For the Indigenous People, it’s nothing more than a hurtful reminder of 150 YRS of occupation, oppression, assimilation, marginalization, genocide,  and destruction of their culture, autonomy, and way of life. Before Confederation there were many various different Native tribes and they were self-governing, and enjoyed a rich culture, lived their lives according to their own laws and traditions, and lived in harmony with nature. The past 150 YRS has been nothing but injustice and suffering for the Native people and this nation has done nothing but harm, suppress, and keep down the Natives. There are Native protesters at Parliament Hill today protesting(they keep erecting teepees and the police keep tearing them down and arresting them)and to continue to call attention to their plight and ongoing treatment and poor living conditions, and sub-standard, Third-World education, health care and quality of life.

I don’t celebrate oppression or injustice,either. Canada Sucks! Any country that treats it’s First citizens( or any citizens)like that doesn’t deserve to be celebrated. It’s a human rights violation at it’s worst. While all the mindless indoctrinated “sheeple” will be feeding at the trough, unquestioning and blind, I will be standing alone out in the pasture, at a distance, in silent protest, in solidarity with the Natives, staying far away. I’m never on the side of the majority, ha,ha.

Duhar.

Screen Shot 04-03-17 at 08.29 AM When I took Buddy out for his early morning walk yesterday morning I noticed that twice someone had graffittied duhar on our driveway in chalk and I thought that maybe it was some gang and that it was some sort of gang symbol , targeting our house as they intended to return and rob us….but as it turned out it was one of my own kids and not a gang afterall; they had “delayed” April Fool’s Day a few days later as on Saturday no one was home to celebrate it and prank anyone as the 17 YR old was away at a Cadets activity, the 13 YR old was at a youth group event, the 15 YR old had her cheerleading competition and the 22 YR old was at his jiu-jitsu.
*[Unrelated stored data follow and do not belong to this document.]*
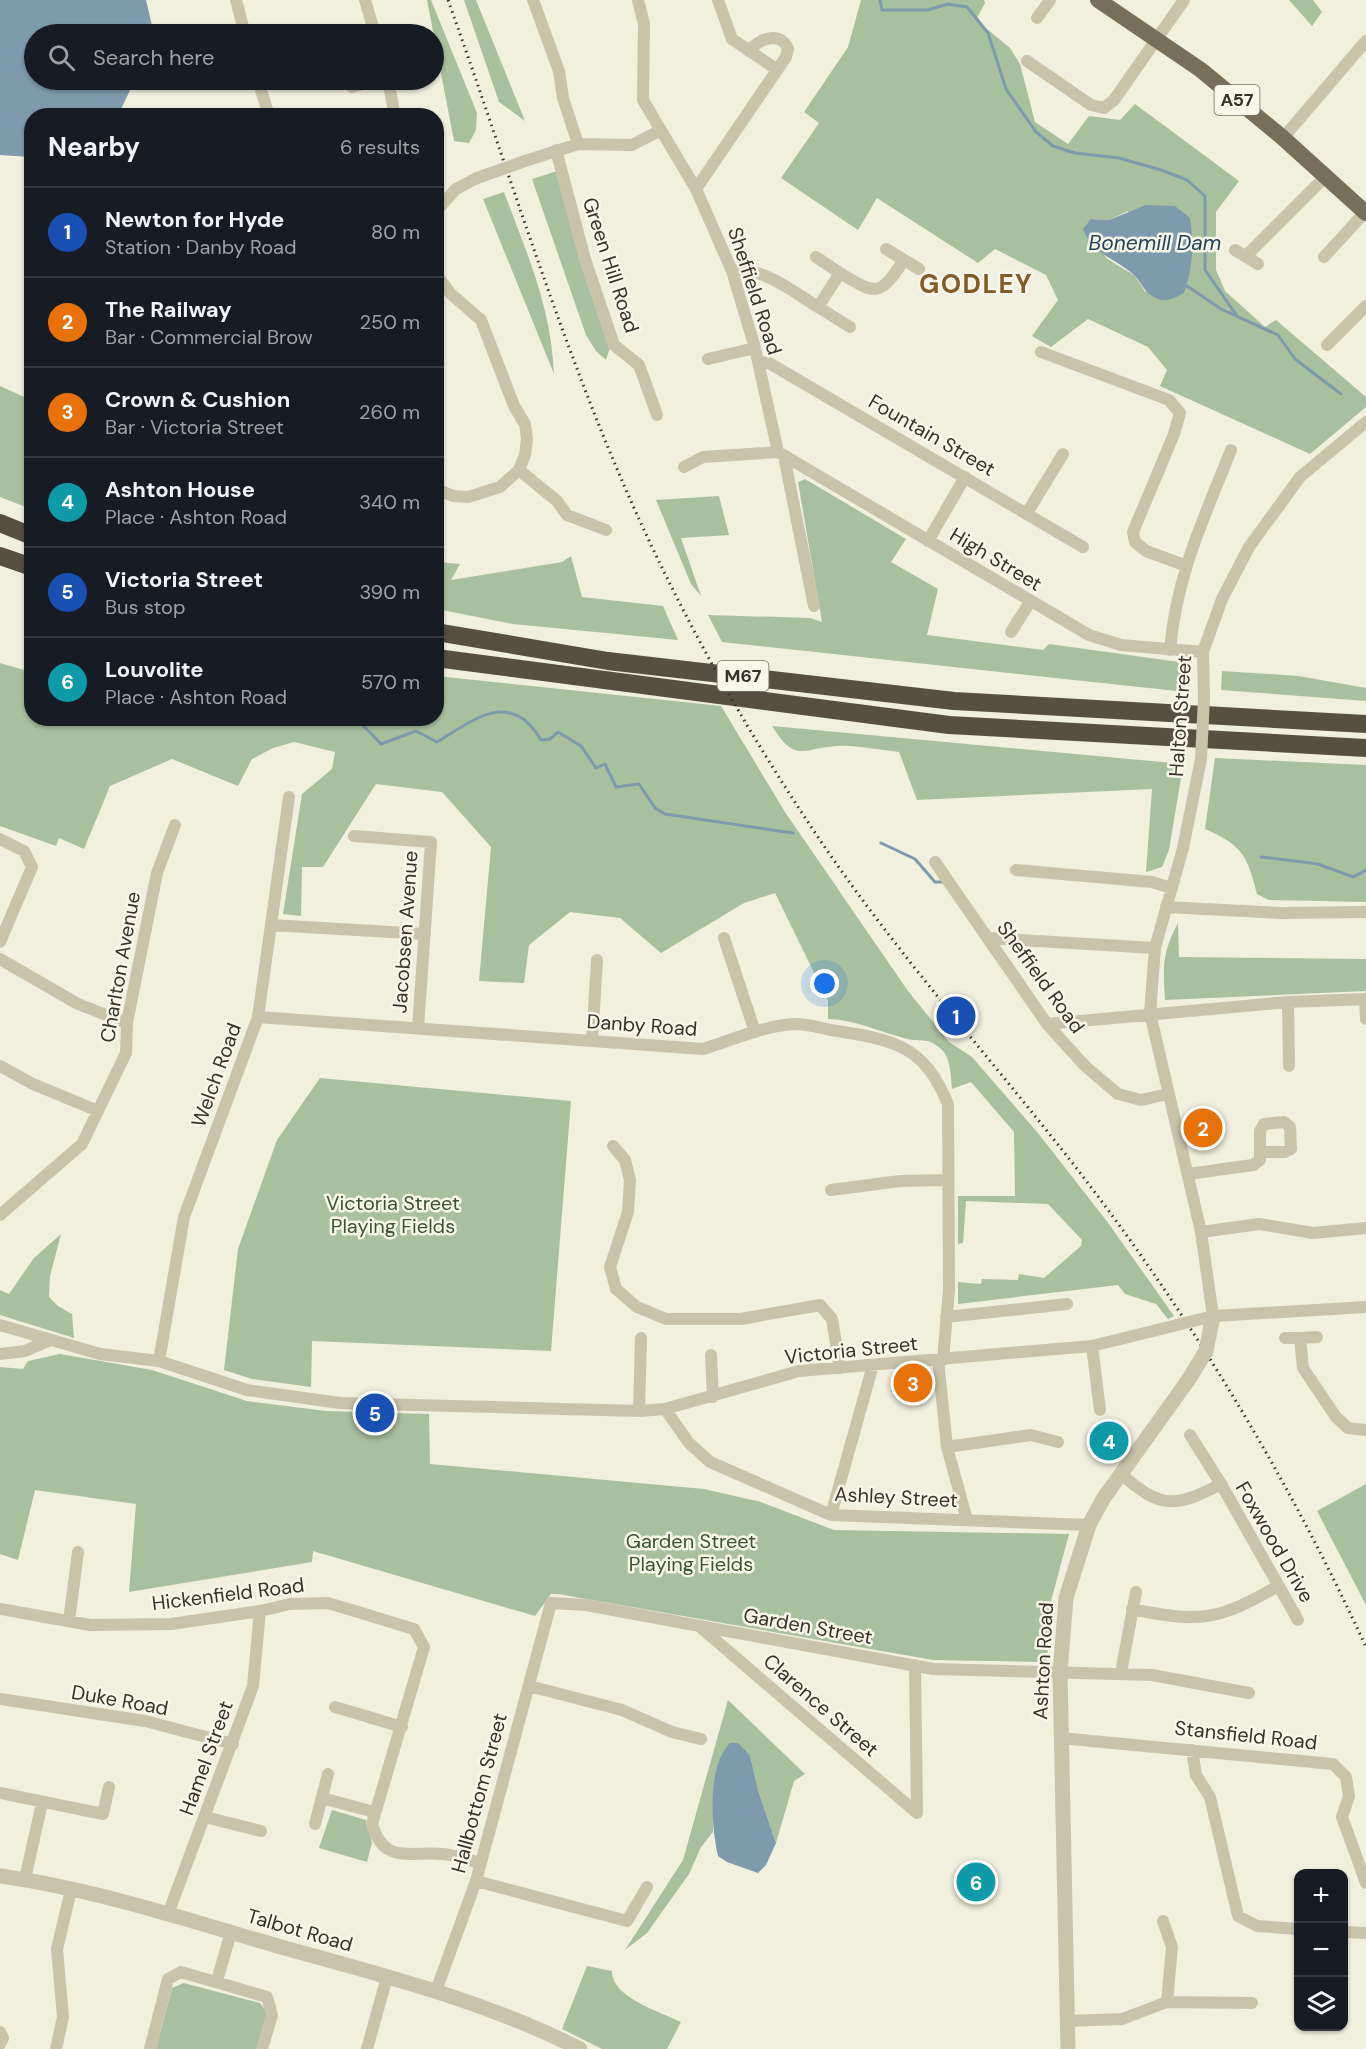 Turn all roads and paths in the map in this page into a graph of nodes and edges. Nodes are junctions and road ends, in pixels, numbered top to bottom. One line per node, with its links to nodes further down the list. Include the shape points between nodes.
1 (236, 0): 10 (street)
2 (365, 0): 11 (street)
3 (533, 0): 23 (street, via 560,71 563,98)
4 (638, 0): 21 (street, Sheffield Road, via 644,24 643,100)
5 (718, 0): 14 (street, via 729,36)
6 (1050, 0): 9 (street)
7 (1098, 0): 12 (main road, A57)
8 (1184, 0): 12 (street)
9 (1037, 18)
10 (242, 24)
11 (372, 24)
12 (1156, 40): 15 (street, via 1114,100 1104,108 1091,105); 22 (main road, A57, via 1201,70)
13 (1366, 41): 22 (street)
14 (748, 51): 16 (street); 16 (street, via 759,40 784,41 788,53)
15 (1028, 61)
16 (777, 69): 26 (street)
17 (261, 90): 19 (street)
18 (390, 90): 20 (street)
19 (267, 108)
20 (393, 108)
21 (661, 130): 23 (street, via 632,145); 26 (street, Sheffield Road)
22 (1283, 138): 25 (main road, A57)
23 (578, 144): 24 (street)
24 (556, 150): 27 (street, bridge, via 477,178); 48 (street, Green Hill Road, via 582,250 614,345 639,365)
25 (1326, 176): 28 (main road, A57); 31 (street)
26 (696, 189): 37 (street, Sheffield Road)
27 (444, 200)
28 (1366, 212): 33 (street)
29 (886, 249): 34 (street)
30 (1235, 250): 31 (street)
31 (1247, 255): 35 (street)
32 (816, 257): 38 (street)
33 (1324, 257)
34 (904, 260): 36 (street); 38 (street, via 889,284 877,291 868,290)
35 (1258, 264)
36 (919, 269)
37 (732, 271): 41 (street, via 741,269 763,276); 44 (street, Sheffield Road)
38 (840, 273): 41 (street)
39 (444, 285): 54 (street, via 481,320 514,406 525,424 527,447)
40 (1366, 306): 43 (street)
41 (818, 307): 42 (street)
42 (850, 327)
43 (1327, 345)
44 (755, 348): 46 (street); 47 (street, Sheffield Road)
45 (1041, 352): 65 (street, via 1169,400 1179,413 1133,532 1135,542 1146,551)
46 (708, 359)
47 (758, 362): 52 (street, Sheffield Road); 55 (street, Fountain Street, via 769,363)
48 (657, 415)
49 (1366, 422): 71 (street, Halton Street, via 1300,477 1250,546 1222,599)
50 (1231, 450): 65 (street)
51 (1063, 453): 57 (street)
52 (781, 454): 53 (street, via 703,457); 61 (street, High Street); 67 (street, Sheffield Road)
53 (684, 467)
54 (519, 470): 56 (street, via 500,487 476,496); 59 (street, via 557,501 567,515)
55 (966, 477): 57 (street, Fountain Street); 61 (street)
56 (444, 492)
57 (1027, 513): 62 (street, Fountain Street)
58 (0, 523): 60 (highway)
59 (606, 530)
60 (24, 533)
61 (928, 541): 66 (street, High Street)
62 (1083, 546)
63 (0, 556): 64 (highway)
64 (24, 564)
65 (1184, 565): 70 (street)
66 (1030, 602): 68 (street); 70 (street, High Street, via 1089,635 1121,645)
67 (814, 606)
68 (1011, 632)
69 (444, 633): 73 (highway, M67, via 608,661 954,701)
70 (1170, 650): 71 (street, High Street)
71 (1203, 652): 81 (street, Halton Street, bridge, via 1201,759)
72 (444, 659): 74 (highway, M67, via 949,725)
73 (1366, 724)
74 (1366, 748)
75 (289, 797): 84 (street, Welch Road)
76 (175, 825): 97 (street, Charlton Avenue, via 157,873)
77 (354, 836): 85 (street, Jacobsen Avenue, via 431,842)
78 (0, 839): 88 (street, via 24,851 32,867)
79 (935, 862): 87 (street, Sheffield Road)
80 (1016, 870): 81 (street, via 1152,882)
81 (1171, 888): 82 (street, Halton Street)
82 (1166, 907): 83 (street, via 1280,913); 89 (street, Halton Street)
83 (1366, 912)
84 (271, 926): 85 (street); 95 (street, Welch Road)
85 (425, 934): 99 (street, Jacobsen Avenue)
86 (724, 938): 100 (street)
87 (988, 938): 89 (street); 98 (street, Sheffield Road)
88 (0, 942)
89 (1155, 948): 94 (street, Halton Street)
90 (0, 959): 97 (street, via 78,1004)
91 (597, 960): 101 (street)
92 (1365, 999): 93 (street); 96 (street)
93 (1288, 1002): 94 (street); 103 (street)
94 (1150, 1013): 98 (street); 104 (street, Halton Street)
95 (258, 1017): 99 (street, Danby Road); 128 (street, Welch Road, via 184,1217)
96 (1366, 1019)
97 (128, 1023): 105 (street, Charlton Avenue, via 126,1053)
98 (1047, 1024): 104 (street, Sheffield Road, via 1085,1066 1118,1094 1141,1100)
99 (418, 1028): 101 (street, Danby Road)
100 (755, 1032): 101 (street, Danby Road, via 703,1049); 109 (street, Danby Road, via 796,1024 874,1037 911,1051 937,1076 948,1104)
101 (592, 1041)
102 (0, 1066): 105 (street)
103 (1290, 1066)
104 (1168, 1094): 108 (street, Halton Street)
105 (98, 1111): 111 (street, Charlton Avenue, via 82,1144)
106 (613, 1146): 130 (street, via 625,1160 630,1180 628,1212 610,1267 616,1289 637,1307 666,1318 741,1319 820,1305 832,1318)
107 (1262, 1152): 108 (street, via 1253,1165)
108 (1188, 1174): 113 (street, Halton Street)
109 (948, 1180): 110 (street, via 900,1181); 117 (street, Danby Road)
110 (831, 1190)
111 (0, 1215)
112 (1366, 1228): 113 (street, via 1313,1233 1258,1224)
113 (1201, 1232): 116 (street, Halton Street)
114 (1066, 1304): 117 (street)
115 (1366, 1307): 116 (street, Victoria Street)
116 (1213, 1316): 124 (street, Victoria Street, bridge); 139 (street, Ashton Road, bridge, via 1206,1351)
117 (946, 1317): 127 (street, Danby Road)
118 (0, 1325): 123 (street, Victoria Street)
119 (1317, 1337): 122 (street)
120 (641, 1338): 134 (street)
121 (1285, 1338): 122 (street)
122 (1300, 1338): 135 (street, via 1303,1368 1336,1418 1348,1428)
123 (48, 1341): 125 (street, via 25,1351); 128 (street, Victoria Street, via 100,1354)
124 (1092, 1346): 127 (street, Victoria Street); 133 (street)
125 (0, 1354)
126 (711, 1355): 131 (street)
127 (940, 1360): 129 (street, Victoria Street); 138 (street, Danby Road)
128 (159, 1361): 134 (street, Victoria Street, via 247,1390 340,1403)
129 (873, 1365): 130 (street, Victoria Street); 141 (street)
130 (840, 1368): 131 (street, Victoria Street, via 799,1371)
131 (712, 1396): 132 (street, Victoria Street)
132 (665, 1409): 134 (street, Victoria Street); 141 (street, Ashley Street, via 689,1443 710,1462)
133 (1100, 1410)
134 (639, 1411)
135 (1366, 1430)
136 (1190, 1435): 140 (street)
137 (1058, 1442): 138 (street, via 1031,1435)
138 (947, 1447): 142 (street, Danby Road)
139 (1121, 1474): 140 (street, Foxwood Drive, via 1144,1494 1164,1502 1190,1500); 143 (street, Ashton Road)
140 (1221, 1484): 145 (street, Foxwood Drive)
141 (831, 1515): 142 (street, Ashley Street)
142 (967, 1520): 143 (street, Ashley Street)
143 (1089, 1524): 156 (street, Ashton Road, via 1066,1598)
144 (78, 1552): 152 (street)
145 (1278, 1586): 149 (street, via 1241,1608 1202,1618); 151 (street, Foxwood Drive)
146 (1136, 1592): 149 (street)
147 (551, 1603): 153 (street, Garden Street, via 586,1605); 157 (street, Hallbottom Street)
148 (0, 1609): 152 (street, Hickenfield Road)
149 (1132, 1609): 155 (street)
150 (260, 1611): 152 (street, Hickenfield Road, via 171,1624 90,1625); 161 (street, Hickenfield Road, via 290,1604 328,1603 414,1629 424,1647); 164 (street, Hamel Street, via 253,1686)
151 (1298, 1620)
152 (69, 1621)
153 (699, 1626): 154 (street, Garden Street); 154 (street, Clarence Street, via 918,1813)
154 (915, 1665): 156 (street, Garden Street, via 933,1669)
155 (1122, 1667)
156 (1060, 1672): 158 (street, Garden Street, via 1152,1675); 162 (street, Ashton Road)
157 (529, 1686): 163 (street, via 622,1710 672,1732); 175 (street, Hallbottom Street)
158 (1248, 1693)
159 (0, 1699): 164 (street, Duke Road, via 145,1721)
160 (335, 1707): 161 (street)
161 (402, 1727): 171 (street, Hickenfield Road)
162 (1061, 1738): 165 (street, Stansfield Road); 193 (street, Ashton Road)
163 (701, 1739)
164 (233, 1744): 172 (street, Hamel Street)
165 (1192, 1750): 179 (street, Stansfield Road, via 1333,1764 1346,1776 1349,1796 1342,1817); 184 (street, via 1196,1775 1210,1797 1238,1916 1257,1926)
166 (328, 1774): 169 (street)
167 (109, 1787): 170 (street, via 103,1814)
168 (0, 1793): 170 (street)
169 (322, 1798): 171 (street); 173 (street)
170 (42, 1803): 177 (street)
171 (374, 1812): 175 (street, Hickenfield Road, via 376,1839 388,1851 404,1855 446,1854)
172 (205, 1817): 174 (street); 182 (street, Hamel Street)
173 (315, 1824)
174 (261, 1831)
175 (481, 1863): 178 (street, Hallbottom Street)
176 (0, 1876): 177 (street, Talbot Road)
177 (25, 1879): 181 (street, Talbot Road)
178 (476, 1881): 180 (street, via 627,1921); 190 (street, Hallbottom Street)
179 (1366, 1884)
180 (647, 1887)
181 (71, 1890): 182 (street, Talbot Road); 197 (street, via 57,1949 63,2017)
182 (168, 1914): 185 (street, Talbot Road)
183 (1163, 1921): 191 (street, via 1172,1947)
184 (1294, 1929)
185 (231, 1932): 188 (street, Talbot Road); 189 (street)
186 (1348, 1932): 187 (street)
187 (1366, 1933)
188 (387, 1977): 190 (street, Talbot Road); 200 (street)
189 (217, 1981): 198 (street, via 181,1972 168,1979); 199 (street, via 267,1997 272,2015)
190 (436, 1991): 196 (street, Talbot Road, via 537,2027)
191 (1167, 2002): 192 (street); 193 (street, via 1122,2019)
192 (1252, 2003)
193 (1067, 2021): 202 (street, Ashton Road)
194 (0, 2032): 195 (street)
195 (0, 2044)
196 (564, 2045): 201 (street, Talbot Road)
197 (56, 2049)
198 (150, 2049)
199 (262, 2049)
200 (367, 2049)
201 (580, 2049)
202 (1068, 2049)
I thought it was doo-har but it was actually d’har as in what d’har? so of course they all got a big laugh over it, and as well they had hung 8 or so potatoes suspended from the hall ceiling on the second floor but by the time I saw it there were only 2 left hanging, and someone also put a wart pad on the handle of the toilet, and the 13 YR old replaced the 15 YR old’s framed photo studio portrait on the wall with a framed colour diagram of the human body, complete with internal  organs as she has this “thing” about human anatomy; it really grosses her out,and she always shrieks, too much H.B! (human body) I’m sure they must have done other things,too, but that’s all that I found out about…

I finally got my nails filled in and touched up as well; I just went to a salon here and they use the same stuff and the guy doing it was really meticulous with the filing and polishing,too, and the fill-in was only 27$, incl. tax, and when I’d mentioned how my hubby didn’t want to have to wait for me to get my nails done he goes, but isn’t that what marriage is all about? and it made me think, he’s right! and that realization really hit me hard. My hubby also got something on sale and he ended up paying more in tax than he did for the actual item, as they had the nerve to charge the tax based on the cost of the original listed price and not on the reduced actual sale price that he paid! They really do cheat us and rip us off, more than we realize!

The house next door is now also for sale now again as well as the one across the street, and my friend P (from grade 6) and her boyfriend just got back from a cruise to the Mexican Riviera and yesterday they left for another trip to the Caribbean, also still celebrating her 50th birthday! so lucky! He’s a keeper! She should hold on to that one and marry that guy! The 10 YR old always tells Buddy he’s “bad” too even when he doesn’t even do anything(and I tell him not to or else when he really is bad he won’t know the difference and it won’t mean anything) and my mother tersely replied, he’s breathing,that’s enough! She’s just so mean and I’m tempted to draw a swastika on her backpack because she’s so full of hate. She’s just a mean, nasty, spiteful, mean-spirited,vindictive,bitter,hateful old woman!